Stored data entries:
___

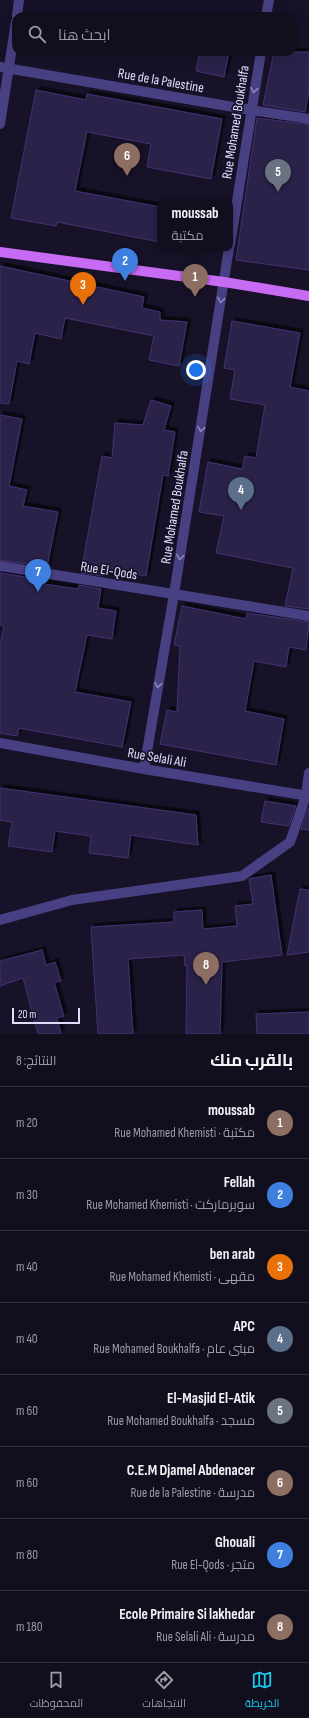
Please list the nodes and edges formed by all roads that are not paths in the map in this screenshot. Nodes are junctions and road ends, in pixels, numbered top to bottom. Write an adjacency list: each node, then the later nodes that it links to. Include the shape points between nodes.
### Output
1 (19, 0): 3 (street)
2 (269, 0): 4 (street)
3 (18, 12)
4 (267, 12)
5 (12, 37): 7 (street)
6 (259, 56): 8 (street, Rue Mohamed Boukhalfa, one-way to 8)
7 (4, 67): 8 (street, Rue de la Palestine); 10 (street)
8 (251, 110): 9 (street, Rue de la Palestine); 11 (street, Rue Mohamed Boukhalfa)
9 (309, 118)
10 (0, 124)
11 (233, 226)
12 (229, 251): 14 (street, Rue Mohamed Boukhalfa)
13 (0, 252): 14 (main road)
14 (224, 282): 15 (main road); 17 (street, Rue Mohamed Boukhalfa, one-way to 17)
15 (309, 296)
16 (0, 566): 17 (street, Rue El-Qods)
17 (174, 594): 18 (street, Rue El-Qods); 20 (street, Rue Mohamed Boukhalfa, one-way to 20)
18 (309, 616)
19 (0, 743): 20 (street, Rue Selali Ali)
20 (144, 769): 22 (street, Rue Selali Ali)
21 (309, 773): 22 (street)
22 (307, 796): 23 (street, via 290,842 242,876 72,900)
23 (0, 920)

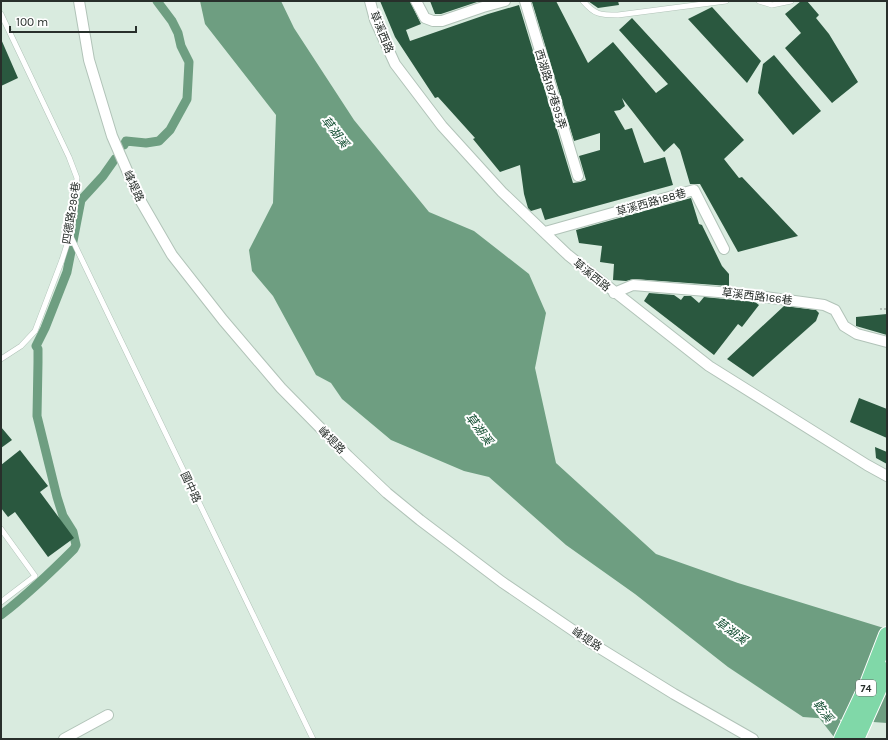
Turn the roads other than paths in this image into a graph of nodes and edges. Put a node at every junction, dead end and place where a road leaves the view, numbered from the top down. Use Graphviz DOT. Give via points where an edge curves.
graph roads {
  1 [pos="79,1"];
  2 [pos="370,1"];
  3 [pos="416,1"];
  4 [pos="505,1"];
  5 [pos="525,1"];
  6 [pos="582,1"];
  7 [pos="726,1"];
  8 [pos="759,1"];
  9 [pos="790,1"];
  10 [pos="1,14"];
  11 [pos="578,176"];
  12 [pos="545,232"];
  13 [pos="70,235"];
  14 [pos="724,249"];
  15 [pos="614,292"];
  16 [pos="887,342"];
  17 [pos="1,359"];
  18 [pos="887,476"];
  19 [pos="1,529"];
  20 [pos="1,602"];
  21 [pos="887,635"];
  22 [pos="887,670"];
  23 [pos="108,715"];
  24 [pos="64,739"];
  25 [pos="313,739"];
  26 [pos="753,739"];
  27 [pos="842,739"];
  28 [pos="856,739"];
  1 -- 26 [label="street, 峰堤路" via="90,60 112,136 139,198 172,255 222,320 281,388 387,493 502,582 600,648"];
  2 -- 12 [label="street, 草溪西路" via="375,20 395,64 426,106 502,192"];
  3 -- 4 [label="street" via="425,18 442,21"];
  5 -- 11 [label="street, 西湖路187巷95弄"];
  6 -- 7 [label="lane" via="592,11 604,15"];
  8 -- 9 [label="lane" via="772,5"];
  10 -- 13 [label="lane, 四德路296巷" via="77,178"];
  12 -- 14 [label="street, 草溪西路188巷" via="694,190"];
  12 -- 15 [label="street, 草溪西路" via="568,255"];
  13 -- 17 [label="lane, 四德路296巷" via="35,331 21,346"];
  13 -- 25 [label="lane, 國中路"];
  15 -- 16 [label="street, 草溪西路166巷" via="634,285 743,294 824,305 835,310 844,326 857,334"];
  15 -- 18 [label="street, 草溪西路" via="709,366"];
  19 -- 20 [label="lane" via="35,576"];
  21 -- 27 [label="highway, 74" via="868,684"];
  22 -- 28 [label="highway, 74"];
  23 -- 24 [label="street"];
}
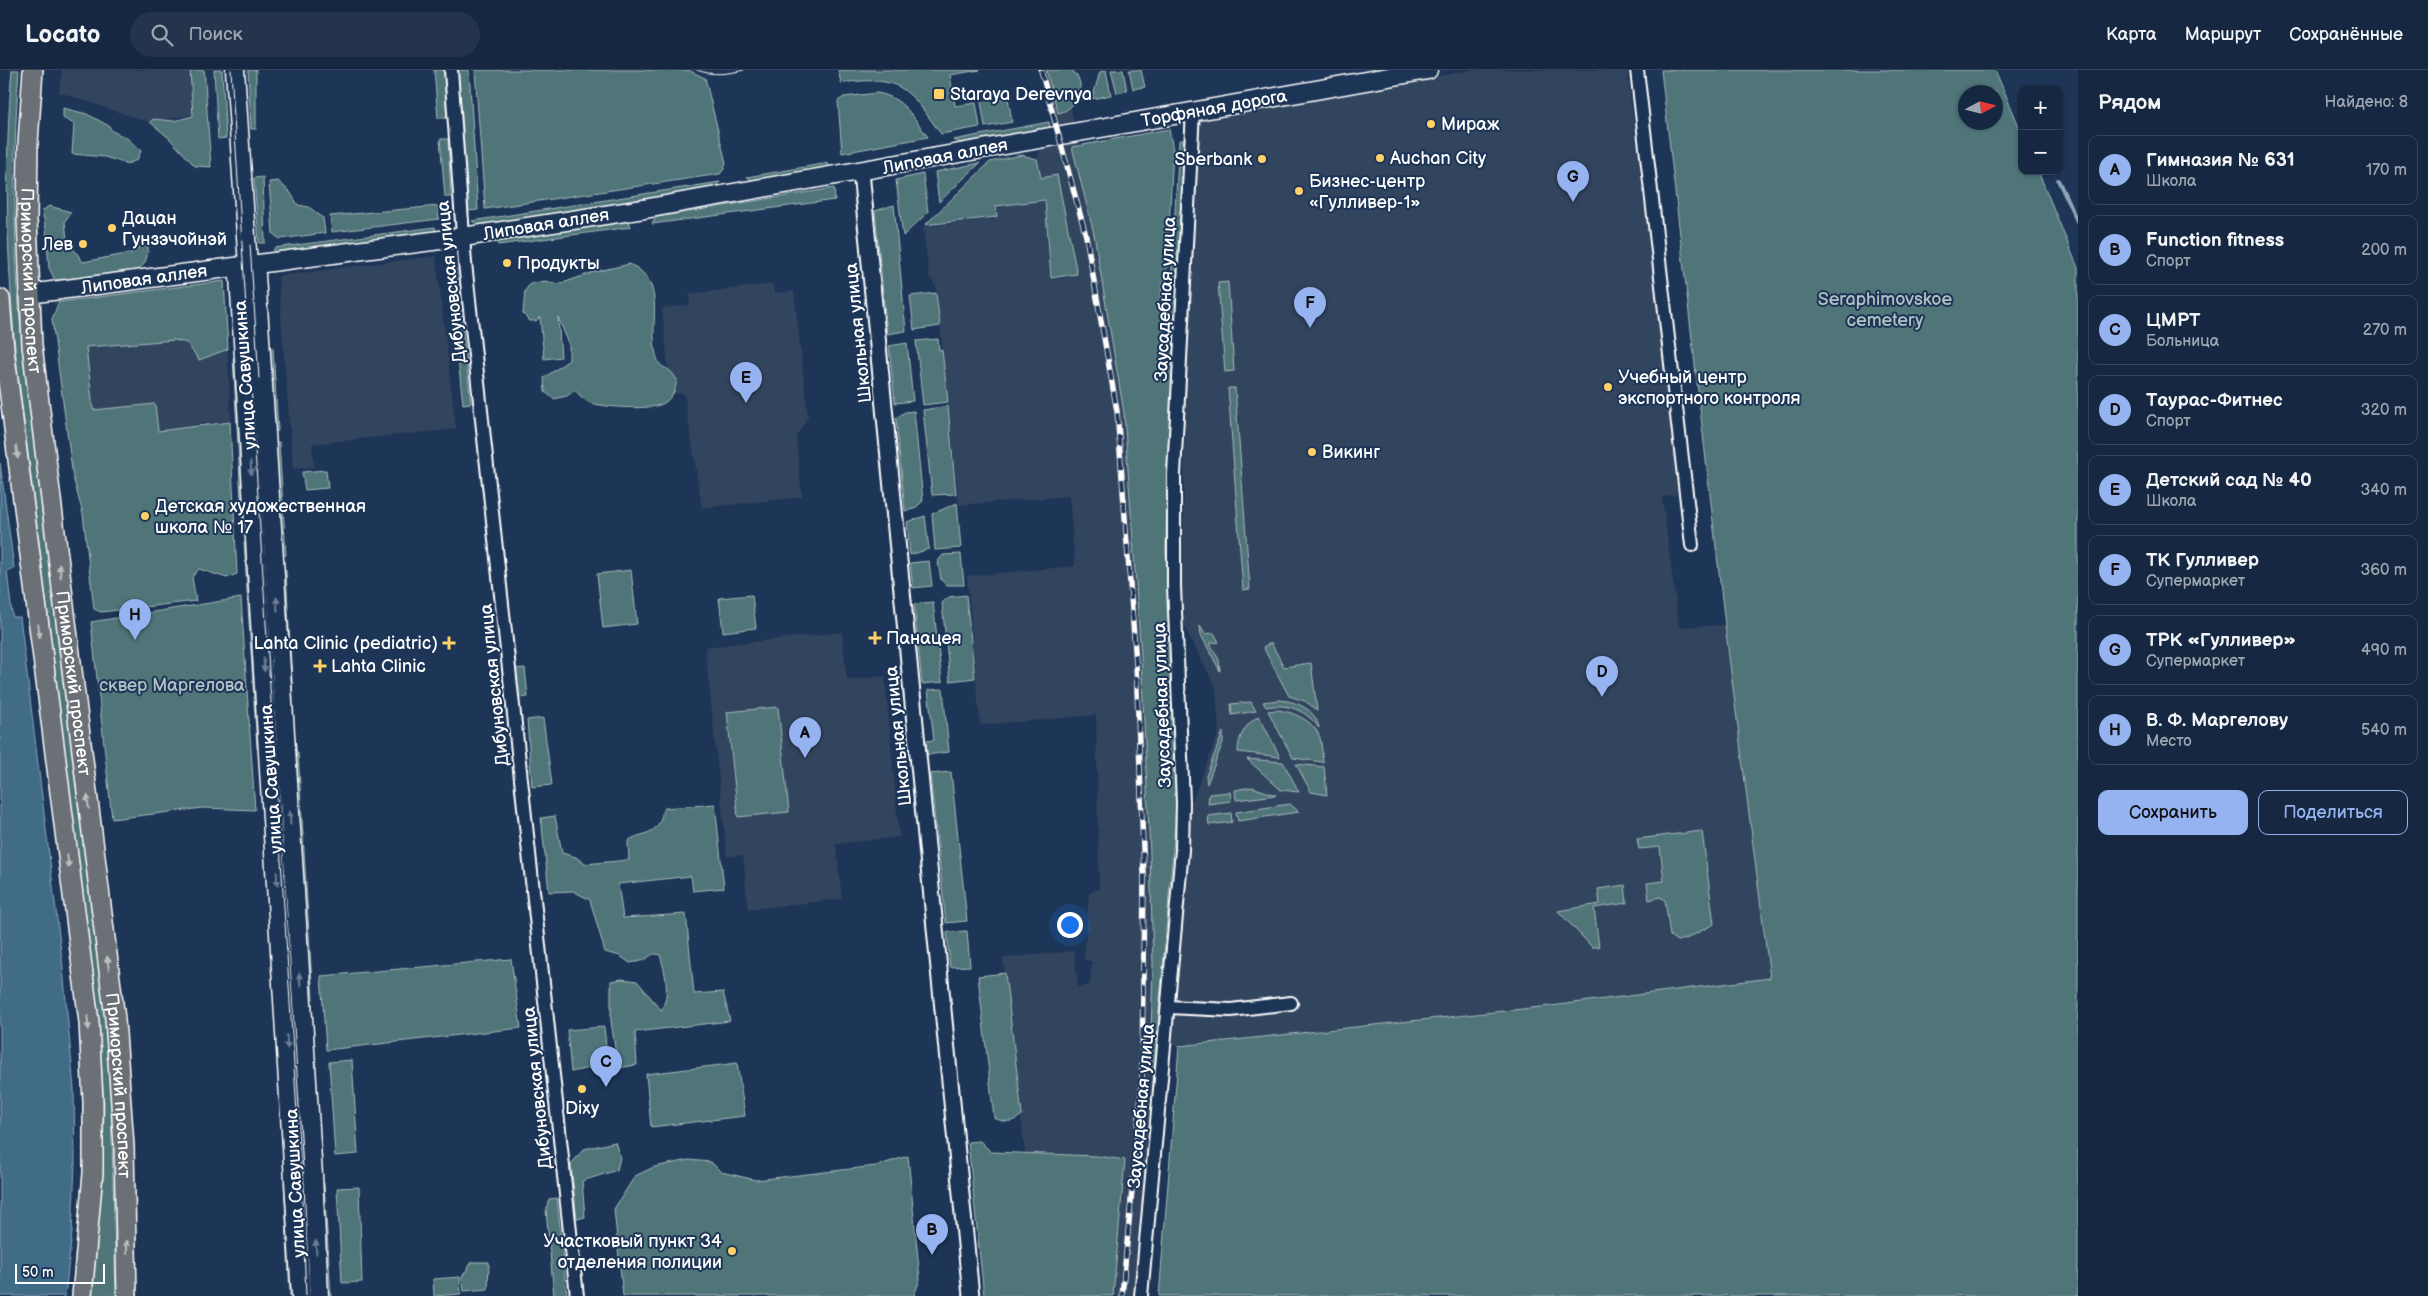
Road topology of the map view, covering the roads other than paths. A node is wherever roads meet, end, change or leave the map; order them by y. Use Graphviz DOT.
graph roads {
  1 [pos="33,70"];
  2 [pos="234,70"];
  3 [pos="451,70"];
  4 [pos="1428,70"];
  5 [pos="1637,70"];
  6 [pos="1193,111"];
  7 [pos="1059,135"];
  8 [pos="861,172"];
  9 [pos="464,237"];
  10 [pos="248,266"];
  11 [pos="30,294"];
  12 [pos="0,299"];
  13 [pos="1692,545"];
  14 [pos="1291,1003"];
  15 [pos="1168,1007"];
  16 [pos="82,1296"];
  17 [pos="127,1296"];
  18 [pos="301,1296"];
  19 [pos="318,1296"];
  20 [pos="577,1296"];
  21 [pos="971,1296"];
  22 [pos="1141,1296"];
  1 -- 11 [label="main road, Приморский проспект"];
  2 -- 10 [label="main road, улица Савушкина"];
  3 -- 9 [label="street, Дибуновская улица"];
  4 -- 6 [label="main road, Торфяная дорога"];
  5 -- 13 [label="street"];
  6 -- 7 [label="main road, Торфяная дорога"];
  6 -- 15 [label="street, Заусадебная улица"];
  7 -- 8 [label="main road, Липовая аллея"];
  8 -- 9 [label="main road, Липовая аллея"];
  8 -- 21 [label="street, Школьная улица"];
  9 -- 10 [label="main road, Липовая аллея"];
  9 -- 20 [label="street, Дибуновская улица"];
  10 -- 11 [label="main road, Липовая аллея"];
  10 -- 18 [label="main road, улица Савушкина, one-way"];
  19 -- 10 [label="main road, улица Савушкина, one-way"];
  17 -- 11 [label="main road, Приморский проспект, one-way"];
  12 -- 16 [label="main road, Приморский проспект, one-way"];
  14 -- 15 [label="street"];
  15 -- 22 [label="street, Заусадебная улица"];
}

___

WHAT TO WORK ON » Output each record above exactly; omit the images.

FINISHED TASK »
Please list the nodes and edges formed by all roads that are not paths in the map in this screenshot. Nodes are junctions and road ends, in pixels, numbered top to bottom. Write an adjacency list: each node, then the later nodes that it links to. Include the shape points between nodes.
### Output
1 (19, 0): 3 (street)
2 (269, 0): 4 (street)
3 (18, 12)
4 (267, 12)
5 (12, 37): 7 (street)
6 (259, 56): 8 (street, Rue Mohamed Boukhalfa, one-way to 8)
7 (4, 67): 8 (street, Rue de la Palestine); 10 (street)
8 (251, 110): 9 (street, Rue de la Palestine); 11 (street, Rue Mohamed Boukhalfa)
9 (309, 118)
10 (0, 124)
11 (233, 226)
12 (229, 251): 14 (street, Rue Mohamed Boukhalfa)
13 (0, 252): 14 (main road)
14 (224, 282): 15 (main road); 17 (street, Rue Mohamed Boukhalfa, one-way to 17)
15 (309, 296)
16 (0, 566): 17 (street, Rue El-Qods)
17 (174, 594): 18 (street, Rue El-Qods); 20 (street, Rue Mohamed Boukhalfa, one-way to 20)
18 (309, 616)
19 (0, 743): 20 (street, Rue Selali Ali)
20 (144, 769): 22 (street, Rue Selali Ali)
21 (309, 773): 22 (street)
22 (307, 796): 23 (street, via 290,842 242,876 72,900)
23 (0, 920)

Turn the roads other than paths in this image into a graph of nodes and edges. Put a node at every junction, dead end and place where a road leaves the view, numbered from the top down. Use Graphviz DOT. Give via points where an edge curves.
graph roads {
  1 [pos="79,1"];
  2 [pos="370,1"];
  3 [pos="416,1"];
  4 [pos="505,1"];
  5 [pos="525,1"];
  6 [pos="582,1"];
  7 [pos="726,1"];
  8 [pos="759,1"];
  9 [pos="790,1"];
  10 [pos="1,14"];
  11 [pos="578,176"];
  12 [pos="545,232"];
  13 [pos="70,235"];
  14 [pos="724,249"];
  15 [pos="614,292"];
  16 [pos="887,342"];
  17 [pos="1,359"];
  18 [pos="887,476"];
  19 [pos="1,529"];
  20 [pos="1,602"];
  21 [pos="887,635"];
  22 [pos="887,670"];
  23 [pos="108,715"];
  24 [pos="64,739"];
  25 [pos="313,739"];
  26 [pos="753,739"];
  27 [pos="842,739"];
  28 [pos="856,739"];
  1 -- 26 [label="street, 峰堤路" via="90,60 112,136 139,198 172,255 222,320 281,388 387,493 502,582 600,648"];
  2 -- 12 [label="street, 草溪西路" via="375,20 395,64 426,106 502,192"];
  3 -- 4 [label="street" via="425,18 442,21"];
  5 -- 11 [label="street, 西湖路187巷95弄"];
  6 -- 7 [label="lane" via="592,11 604,15"];
  8 -- 9 [label="lane" via="772,5"];
  10 -- 13 [label="lane, 四德路296巷" via="77,178"];
  12 -- 14 [label="street, 草溪西路188巷" via="694,190"];
  12 -- 15 [label="street, 草溪西路" via="568,255"];
  13 -- 17 [label="lane, 四德路296巷" via="35,331 21,346"];
  13 -- 25 [label="lane, 國中路"];
  15 -- 16 [label="street, 草溪西路166巷" via="634,285 743,294 824,305 835,310 844,326 857,334"];
  15 -- 18 [label="street, 草溪西路" via="709,366"];
  19 -- 20 [label="lane" via="35,576"];
  21 -- 27 [label="highway, 74" via="868,684"];
  22 -- 28 [label="highway, 74"];
  23 -- 24 [label="street"];
}
Road topology of the map view, covering the roads other than paths. A node is wherever roads meet, end, change or leave the map; order them by y. Use Graphviz DOT.
graph roads {
  1 [pos="33,70"];
  2 [pos="234,70"];
  3 [pos="451,70"];
  4 [pos="1428,70"];
  5 [pos="1637,70"];
  6 [pos="1193,111"];
  7 [pos="1059,135"];
  8 [pos="861,172"];
  9 [pos="464,237"];
  10 [pos="248,266"];
  11 [pos="30,294"];
  12 [pos="0,299"];
  13 [pos="1692,545"];
  14 [pos="1291,1003"];
  15 [pos="1168,1007"];
  16 [pos="82,1296"];
  17 [pos="127,1296"];
  18 [pos="301,1296"];
  19 [pos="318,1296"];
  20 [pos="577,1296"];
  21 [pos="971,1296"];
  22 [pos="1141,1296"];
  1 -- 11 [label="main road, Приморский проспект"];
  2 -- 10 [label="main road, улица Савушкина"];
  3 -- 9 [label="street, Дибуновская улица"];
  4 -- 6 [label="main road, Торфяная дорога"];
  5 -- 13 [label="street"];
  6 -- 7 [label="main road, Торфяная дорога"];
  6 -- 15 [label="street, Заусадебная улица"];
  7 -- 8 [label="main road, Липовая аллея"];
  8 -- 9 [label="main road, Липовая аллея"];
  8 -- 21 [label="street, Школьная улица"];
  9 -- 10 [label="main road, Липовая аллея"];
  9 -- 20 [label="street, Дибуновская улица"];
  10 -- 11 [label="main road, Липовая аллея"];
  10 -- 18 [label="main road, улица Савушкина, one-way"];
  19 -- 10 [label="main road, улица Савушкина, one-way"];
  17 -- 11 [label="main road, Приморский проспект, one-way"];
  12 -- 16 [label="main road, Приморский проспект, one-way"];
  14 -- 15 [label="street"];
  15 -- 22 [label="street, Заусадебная улица"];
}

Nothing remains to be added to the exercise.